Si da il caso che, poche ore fa, Apple abbia annunciato che sul palco non ci sarà Steve Jobs ma Phil Schiller. E che questo sarà l’ultimo keynote di Apple al Macworld, e l’ultima volta che Apple sarà al Macworld.
L’ultima volta che Apple se ne era andata dal Macworld, quello di NY, quella edizione della fiera ha chiuso i battenti.
Il centro del discorso è, e resta, perché Jobs non sarà su quel palco.
Diciamo che la coincidenza di me che varco l’Atlantico e Jobs che non c’è è davvero incredibile: giornalisticamente è intrigante, umanamente meno, egoisticamente irritante.
Credo scriverò qualcosa per il numero di domani (oggi) di PI.

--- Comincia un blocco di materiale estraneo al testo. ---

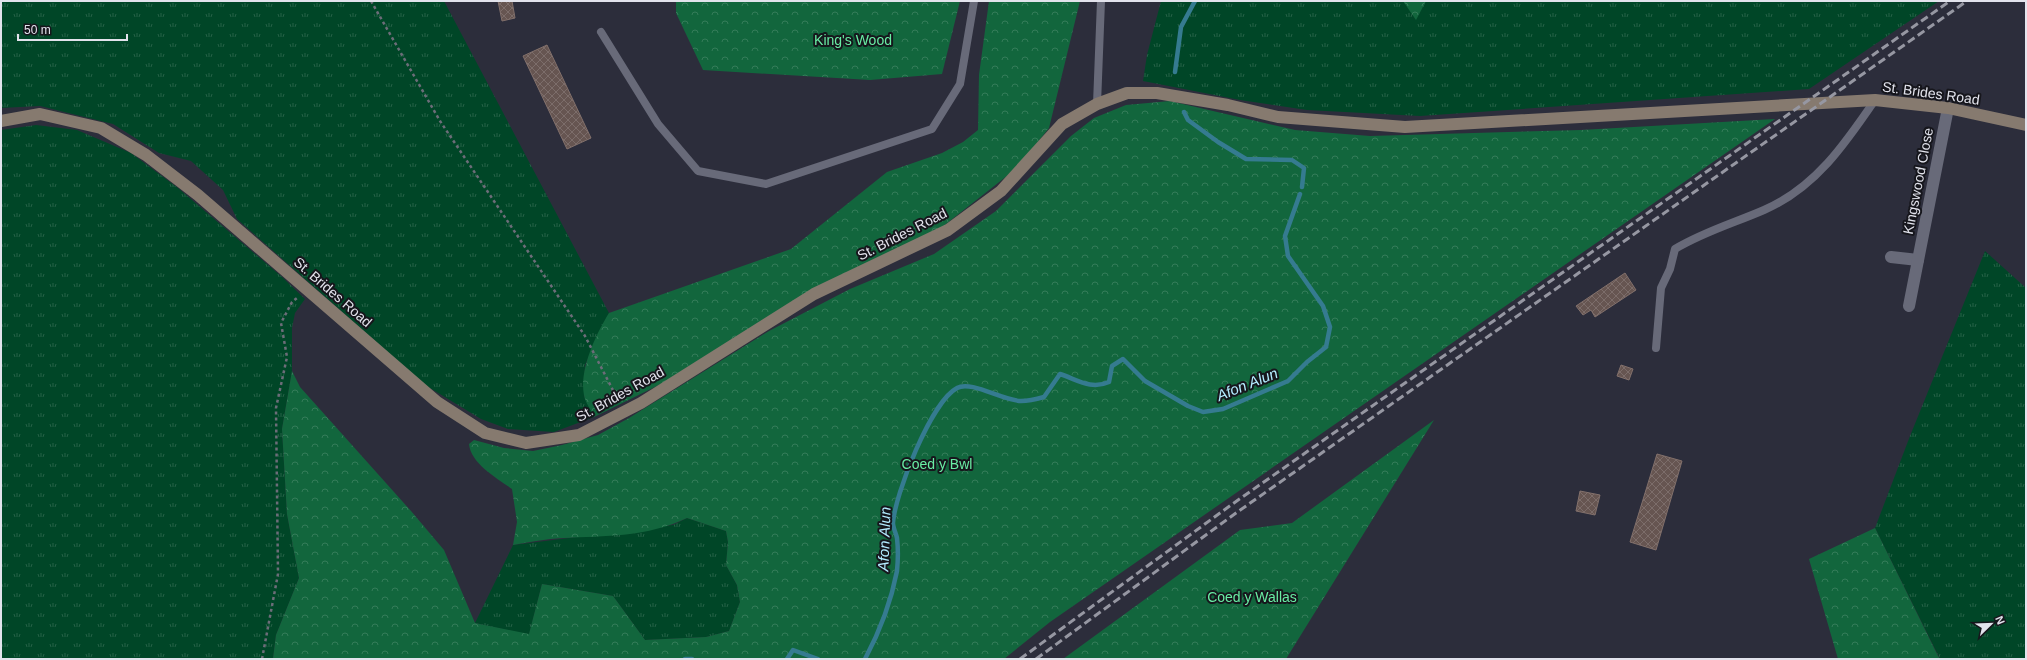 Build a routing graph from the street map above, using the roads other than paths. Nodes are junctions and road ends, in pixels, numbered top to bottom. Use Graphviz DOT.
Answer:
graph roads {
  1 [pos="974,1"];
  2 [pos="1101,1"];
  3 [pos="601,32"];
  4 [pos="1875,100"];
  5 [pos="1097,104"];
  6 [pos="1948,108"];
  7 [pos="1,121"];
  8 [pos="2026,125"];
  9 [pos="1891,257"];
  10 [pos="1918,260"];
  11 [pos="1909,306"];
  12 [pos="1656,348"];
  1 -- 3 [label="lane"];
  2 -- 5 [label="lane"];
  4 -- 5 [label="main road, St. Brides Road"];
  4 -- 6 [label="main road, St. Brides Road"];
  4 -- 12 [label="lane"];
  5 -- 7 [label="main road, St. Brides Road"];
  6 -- 8 [label="main road, St. Brides Road"];
  6 -- 10 [label="street, Kingswood Close"];
  9 -- 10 [label="street"];
  10 -- 11 [label="street, Kingswood Close"];
} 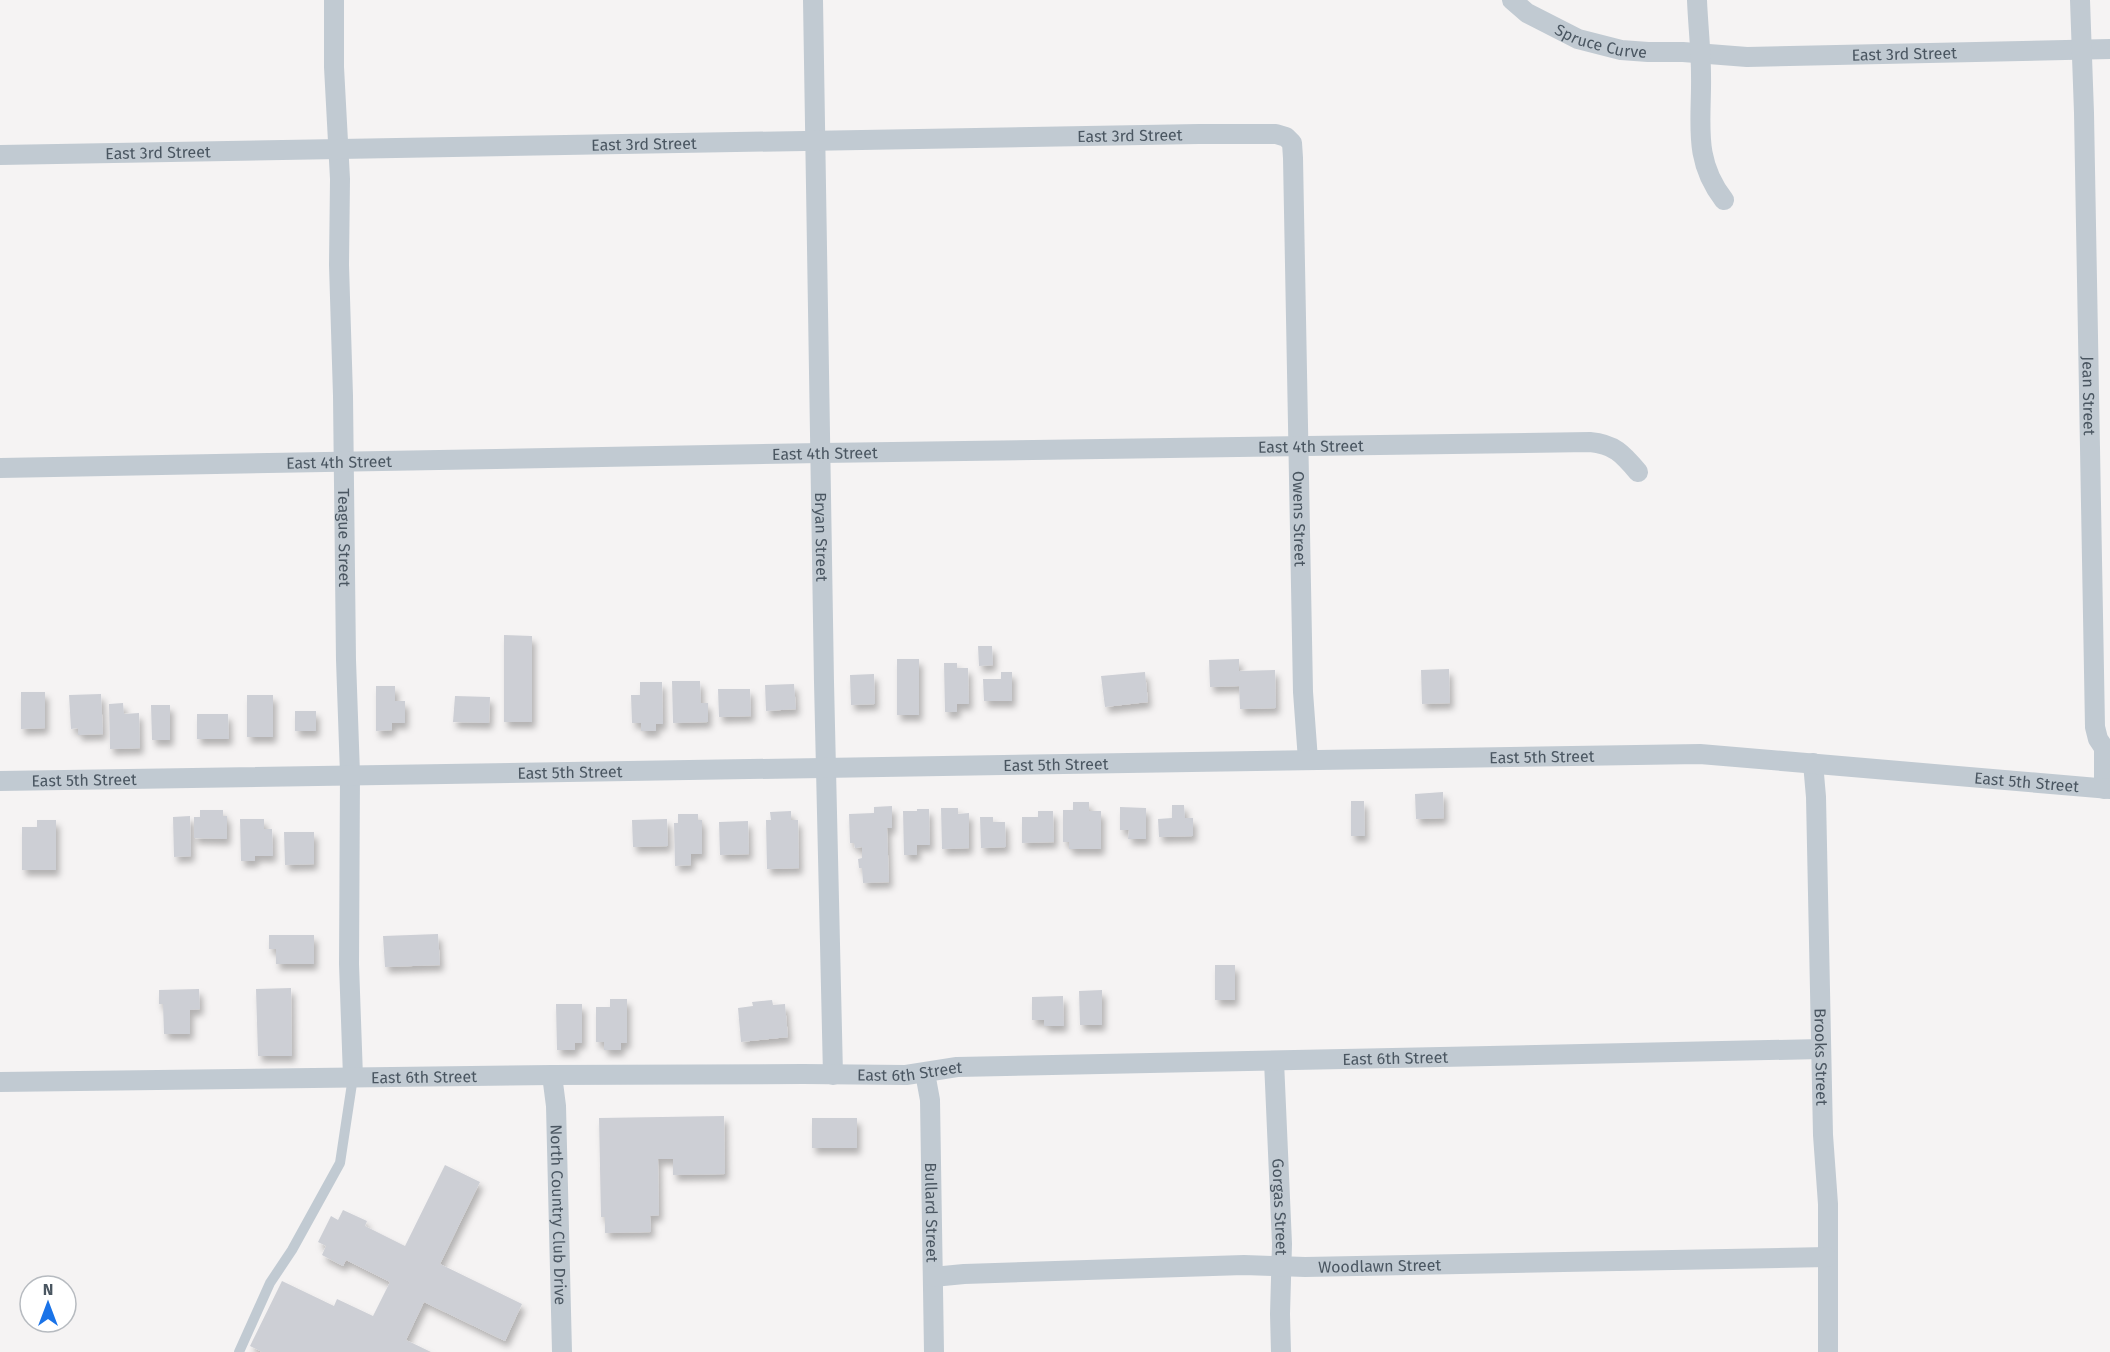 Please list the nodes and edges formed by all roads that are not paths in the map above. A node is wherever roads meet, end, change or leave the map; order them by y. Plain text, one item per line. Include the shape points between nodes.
1 (334, 0) edge
2 (813, 0) edge
3 (1512, 0) edge
4 (1697, 0) edge
5 (2080, 0) edge
6 (2082, 49) junction
7 (2110, 49) edge
8 (1700, 54) junction
9 (1286, 137) joint
10 (815, 140) junction
11 (338, 149) junction
12 (0, 155) edge
13 (1724, 200) dead end
14 (1299, 447) junction
15 (821, 453) junction
16 (344, 462) junction
17 (0, 468) edge
18 (1638, 472) dead end
19 (1308, 760) junction
20 (1813, 763) junction
21 (827, 766) junction
22 (350, 774) junction
23 (0, 781) edge
24 (2107, 789) edge
25 (1821, 1048) junction
26 (1274, 1060) junction
27 (925, 1073) junction
28 (833, 1074) junction
29 (552, 1076) junction
30 (353, 1077) junction
31 (0, 1082) edge
32 (1827, 1257) junction
33 (1281, 1266) junction
34 (933, 1277) junction
35 (239, 1352) edge
36 (562, 1352) edge
37 (934, 1352) edge
38 (1281, 1352) edge
39 (1828, 1352) edge

1 - 11 street, Teague Street
2 - 10 street, Bryan Street
3 - 8 street, Spruce Curve via 1527,13 1578,39 1621,50
4 - 8 street
5 - 6 street, Jean Street
6 - 7 street, East 3rd Street
6 - 8 street, East 3rd Street via 1747,57
6 - 24 street, Jean Street via 2095,727 2104,748
8 - 13 street via 1699,133 1714,187
9 - 10 street, East 3rd Street via 1199,134
9 - 14 street, Owens Street via 1292,143 1293,158
10 - 11 street, East 3rd Street
10 - 15 street, Bryan Street
11 - 12 street, East 3rd Street
11 - 16 street, Teague Street
14 - 15 street, East 4th Street
14 - 18 street, East 4th Street via 1590,442 1622,453
14 - 19 street, Owens Street via 1303,692
15 - 16 street, East 4th Street
15 - 21 street, Bryan Street
16 - 17 street, East 4th Street
16 - 22 street, Teague Street
19 - 20 street, East 5th Street via 1700,754
19 - 21 street, East 5th Street
20 - 24 street, East 5th Street
20 - 25 street, Brooks Street
21 - 22 street, East 5th Street
21 - 28 street, Bryan Street
22 - 23 street, East 5th Street
22 - 30 street, Teague Street
25 - 26 street, East 6th Street
25 - 32 street, Brooks Street
26 - 27 street, East 6th Street via 957,1067
26 - 33 street, Gorgas Street
27 - 28 street, East 6th Street
27 - 34 street, Bullard Street via 930,1100
28 - 29 street, East 6th Street
29 - 30 street, East 6th Street
29 - 36 street, North Country Club Drive
30 - 31 street, East 6th Street
30 - 35 lane via 340,1163 270,1283
32 - 33 street, Woodlawn Street
32 - 39 street, Brooks Street
33 - 34 street, Woodlawn Street
33 - 38 street, Gorgas Street
34 - 37 street, Bullard Street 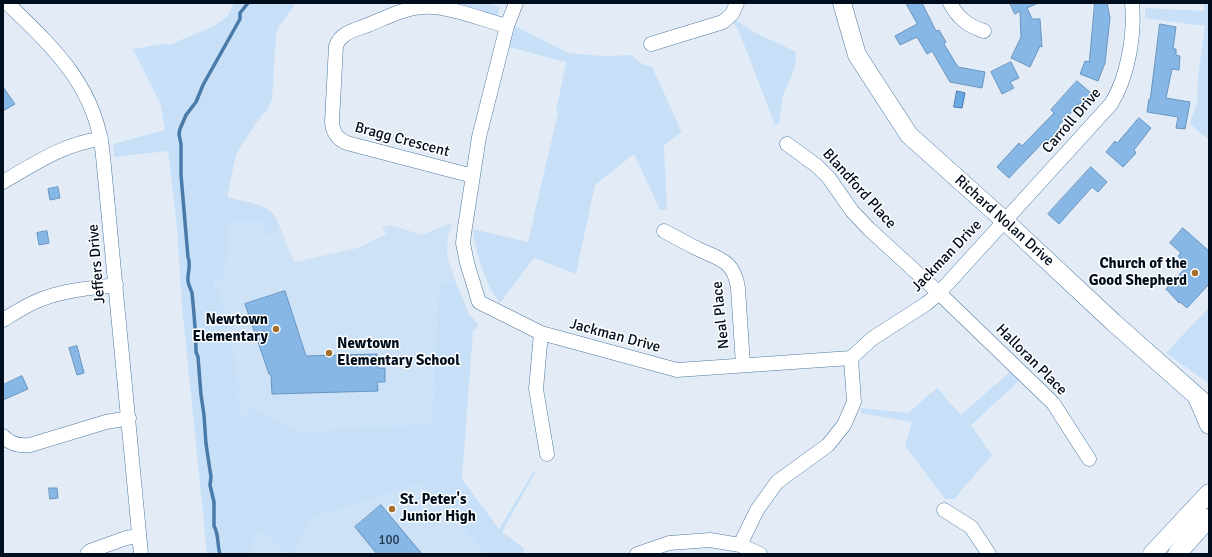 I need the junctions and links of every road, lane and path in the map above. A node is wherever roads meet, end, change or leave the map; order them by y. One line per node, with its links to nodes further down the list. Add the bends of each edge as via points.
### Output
1 (516, 3): 7 (street, Jackman Drive)
2 (737, 3): 9 (street, via 732,14 723,22)
3 (842, 3): 14 (main road, Richard Nolan Drive, via 857,55 909,135)
4 (950, 3): 8 (street, via 964,22)
5 (1132, 3): 14 (street, Carroll Drive, via 1133,24 1127,64 1116,96)
6 (7, 5): 10 (street, Jeffers Drive, via 61,58 73,74 90,102)
7 (507, 26): 12 (street, Jackman Drive, via 478,137); 12 (street, Bragg Crescent, via 443,8 422,7 400,12 349,32 340,37 336,46 332,129 338,138 347,143)
8 (984, 31)
9 (651, 44)
10 (101, 138): 13 (street, via 64,149); 16 (street, Jeffers Drive)
11 (787, 144): 17 (street, Blandford Place, via 817,166 860,219)
12 (473, 176): 19 (street, Jackman Drive, via 463,243 479,302)
13 (3, 182)
14 (1005, 221): 17 (street, Jackman Drive); 22 (main road, Richard Nolan Drive, via 1113,322)
15 (664, 230): 21 (street, Neal Place, via 729,264 738,288)
16 (116, 285): 18 (street, via 50,296); 23 (street, Jeffers Drive)
17 (939, 293): 20 (street, Jackman Drive, via 873,338); 27 (street, Halloran Place, via 1053,403)
18 (3, 320)
19 (542, 333): 21 (street, Jackman Drive, via 677,370); 26 (street, via 536,389)
20 (851, 358): 21 (street, Jackman Drive); 32 (street, via 854,402 844,425 828,445 777,482 757,510)
21 (743, 365)
22 (1205, 400): 24 (main road)
23 (129, 418): 25 (street, via 106,422 30,445 14,444); 31 (street, Jeffers Drive)
24 (1209, 425)
25 (3, 436)
26 (547, 454)
27 (1089, 459)
28 (1209, 493): 38 (main road)
29 (944, 510): 37 (street, via 970,527)
30 (1209, 518): 39 (main road)
31 (139, 536): 33 (street, via 118,541); 34 (street, Jeffers Drive)
32 (740, 544): 35 (street, via 710,540 691,541 669,544); 36 (street)
33 (87, 554)
34 (141, 554)
35 (637, 554)
36 (760, 554)
37 (989, 554)
38 (1152, 554)
39 (1177, 554)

In un certo senso, forse oggi sta cambiando la storia dell’IT, e vista l’importanza che riveste il settore per l’economia mondiale direi che con l’uscita di scena di Jobs – a questo punto ipotizzabile – cambieranno molte altre cose.

[...] tanto per cambiare mi sego via giorni di vacanze per andare a lavorare negli USA. Tags: CES, Macworld, natale, [...]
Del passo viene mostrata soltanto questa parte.